In practice this means that a) when the Design team has finished the specifications, they don’t care about helping developers get into the speed, but they just hand out the specs pages and think their job is done. Then b) developers do the programming according to the specs and c) throw the release to the services team for support & maintenance. And then after a while there will be a new version ready for release and to be maintained.

Silos are the infamous grey area where responsibilities are unclear, often ending up in the situation where somebody didn’t do anything, because he/she/they thought that someone else did something and finally nobody did nothing.

Problems with silos

What if the specs are somehow inadequate? Coders code and the result is something else than it should have been? What if the production environment where the software is supposed to be run and maintained differs greatly from the test environment where the product was developed? Whose responsibility is to make sure these kind of issues won’t get in the way?

ITIL has addressed this dilemma at least a little bit. There are notions that Service Operations should be involved early in the process.

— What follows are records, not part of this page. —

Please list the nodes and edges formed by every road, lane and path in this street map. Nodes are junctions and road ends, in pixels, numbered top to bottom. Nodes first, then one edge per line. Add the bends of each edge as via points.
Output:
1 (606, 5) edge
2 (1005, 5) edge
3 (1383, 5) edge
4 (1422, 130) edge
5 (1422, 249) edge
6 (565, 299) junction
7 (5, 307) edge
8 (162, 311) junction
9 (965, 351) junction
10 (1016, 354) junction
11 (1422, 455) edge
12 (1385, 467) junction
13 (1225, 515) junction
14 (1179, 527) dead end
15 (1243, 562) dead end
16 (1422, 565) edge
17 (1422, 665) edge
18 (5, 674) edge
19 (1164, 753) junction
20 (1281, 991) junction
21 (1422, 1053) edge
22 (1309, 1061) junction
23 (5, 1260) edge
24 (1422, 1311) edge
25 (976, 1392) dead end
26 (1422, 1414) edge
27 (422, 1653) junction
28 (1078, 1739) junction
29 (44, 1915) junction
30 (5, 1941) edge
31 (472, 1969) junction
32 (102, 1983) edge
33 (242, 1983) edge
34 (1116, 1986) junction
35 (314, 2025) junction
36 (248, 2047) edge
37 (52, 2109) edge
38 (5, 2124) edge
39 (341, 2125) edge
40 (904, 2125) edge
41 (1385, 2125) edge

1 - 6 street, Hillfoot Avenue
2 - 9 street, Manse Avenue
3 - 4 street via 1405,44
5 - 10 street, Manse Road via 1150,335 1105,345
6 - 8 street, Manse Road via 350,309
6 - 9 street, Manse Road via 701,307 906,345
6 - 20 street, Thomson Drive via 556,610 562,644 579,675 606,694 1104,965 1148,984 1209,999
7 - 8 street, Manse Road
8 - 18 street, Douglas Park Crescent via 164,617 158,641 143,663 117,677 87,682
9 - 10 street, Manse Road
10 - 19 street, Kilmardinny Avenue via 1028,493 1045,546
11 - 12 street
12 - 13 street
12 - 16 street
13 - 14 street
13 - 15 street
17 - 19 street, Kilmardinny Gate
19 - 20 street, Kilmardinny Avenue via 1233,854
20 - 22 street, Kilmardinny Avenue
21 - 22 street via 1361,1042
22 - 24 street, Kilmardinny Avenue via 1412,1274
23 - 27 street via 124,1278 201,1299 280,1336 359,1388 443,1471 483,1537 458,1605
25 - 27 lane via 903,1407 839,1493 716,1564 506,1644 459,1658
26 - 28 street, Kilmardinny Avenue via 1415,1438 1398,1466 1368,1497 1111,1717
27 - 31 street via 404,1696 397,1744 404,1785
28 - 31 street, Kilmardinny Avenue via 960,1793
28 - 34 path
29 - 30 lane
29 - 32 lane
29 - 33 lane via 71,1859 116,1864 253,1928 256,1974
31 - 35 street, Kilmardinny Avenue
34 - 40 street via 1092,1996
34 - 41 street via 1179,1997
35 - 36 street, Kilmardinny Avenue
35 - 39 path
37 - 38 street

For example in ITIL’s Service Transition life cycle, in transition planning and support there’s a question if the plans have been agreed and authorized by all relevant parties (customers, users, operations, and support staff)? The idea is clearly to get all the relevant parties – including naturally Service Operations people – involved early enough in the new/changing services.

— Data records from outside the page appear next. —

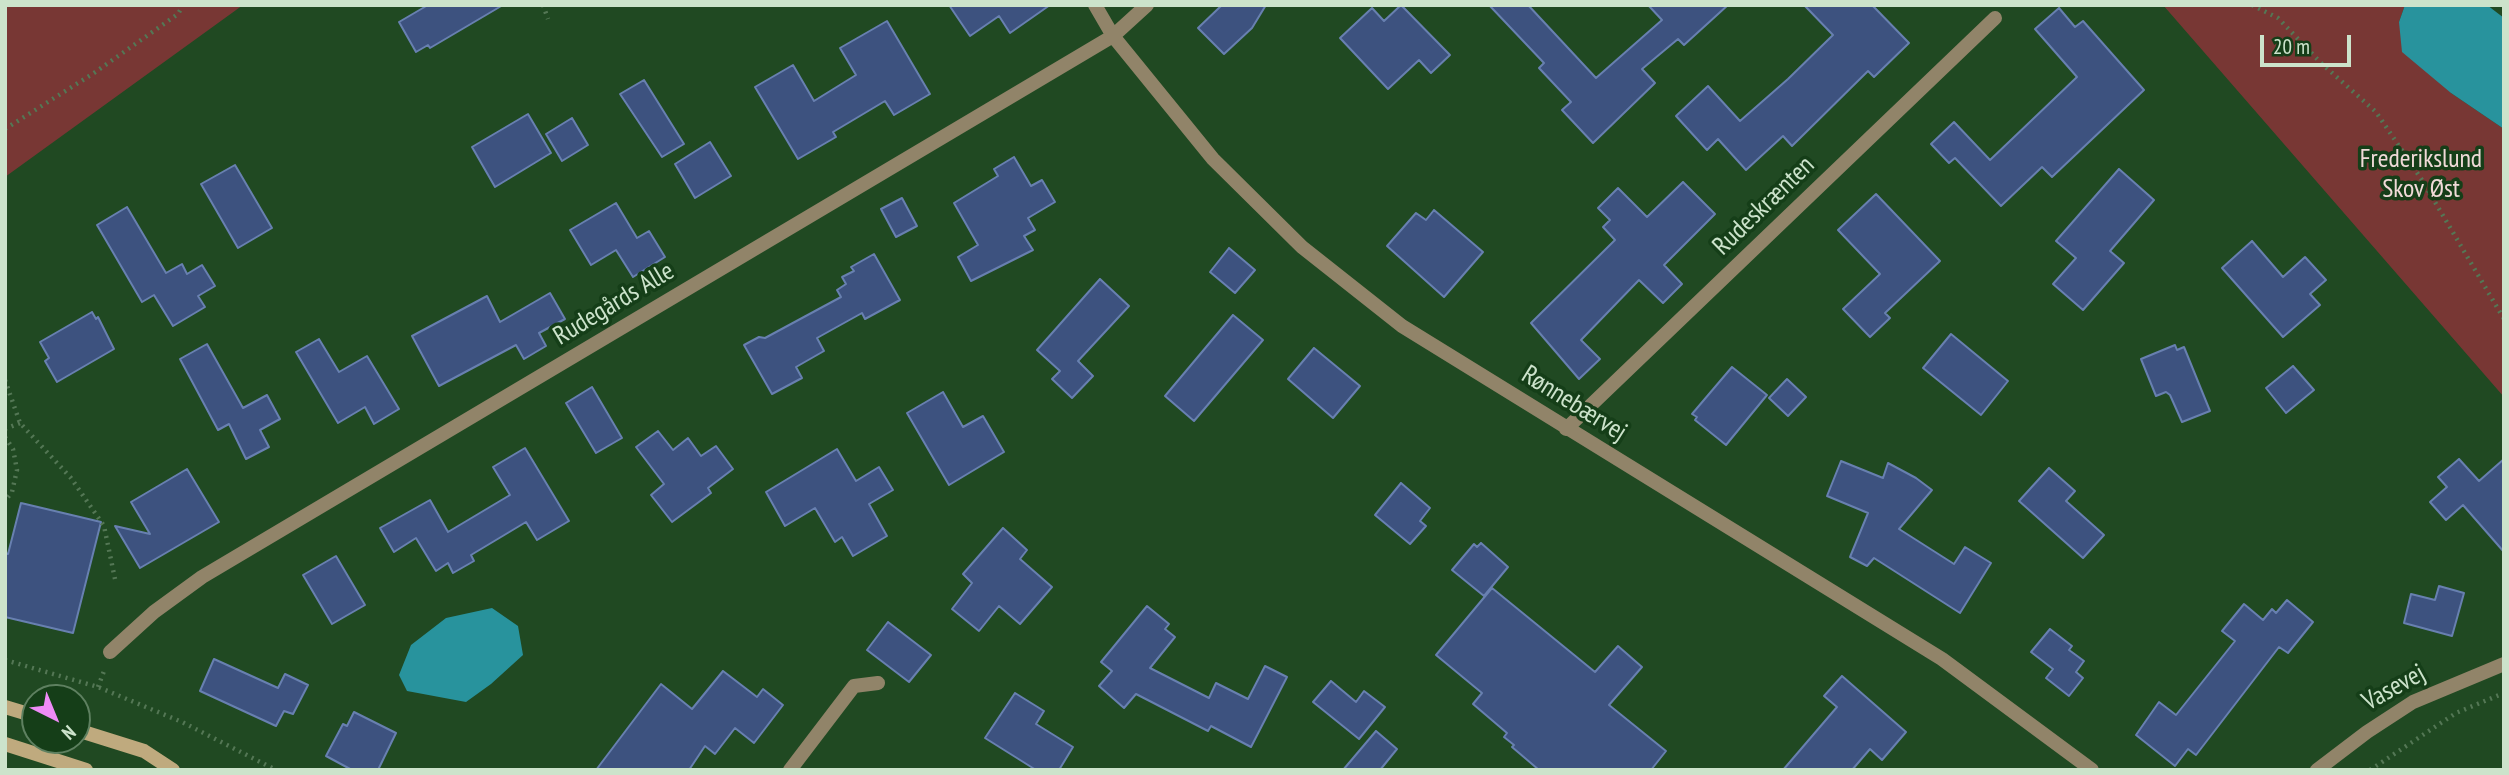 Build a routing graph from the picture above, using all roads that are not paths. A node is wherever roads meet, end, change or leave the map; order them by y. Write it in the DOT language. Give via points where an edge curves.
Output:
graph roads {
  1 [pos="1095,5"];
  2 [pos="1147,5"];
  3 [pos="1995,18"];
  4 [pos="1113,36"];
  5 [pos="1566,429"];
  6 [pos="110,652"];
  7 [pos="2504,664"];
  8 [pos="878,683"];
  9 [pos="91,734"];
  10 [pos="5,744"];
  11 [pos="86,770"];
  12 [pos="173,770"];
  13 [pos="790,770"];
  14 [pos="2092,770"];
  15 [pos="2317,770"];
  1 -- 4 [label="street, Rønnebærvej"];
  2 -- 4 [label="street, Rudegårds Alle"];
  3 -- 5 [label="street, Rudeskrænten"];
  4 -- 5 [label="street, Rønnebærvej" via="1213,159 1302,247 1402,326"];
  4 -- 6 [label="street, Rudegårds Alle" via="202,577"];
  5 -- 14 [label="street, Rønnebærvej" via="1942,659"];
  7 -- 15 [label="street, Vasevej" via="2413,702"];
  8 -- 13 [label="street" via="854,685"];
  9 -- 12 [label="main road" via="144,751"];
  10 -- 11 [label="main road"];
}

But according to my experience ITIL doesn’t cover all the possible silos there are. I was once discussing with a Canadian guy who was the responsible for the project management department  in a big German-based transportation & logistics company and he told me he hates ITIL because in his opinion ITIL didn’t do anything good but was cannibalising the software projects.

I believe that’s true up to some point. Even though ITIL is not a project management method, it lacks a credible way of linking the project management and service management.

He told me he hates ITIL because in his opinion ITIL didn’t do anything good but was cannibalising the software projects.

And that’s what the DevOps is bringing on: better co-operation between the different parties involved!

Definitions of DevOps

There are probably as many definitions about DevOps as there are organisations involved with it. But the following AgileAdmin’s definition of DevOps is the best I’ve seen: ”DevOps is the practice of operations and development engineers participating together in the entire service lifecycle, from design through the development process to production support.”

To simply put, the idea is to enforce and empower co-operation and participation between the different parties.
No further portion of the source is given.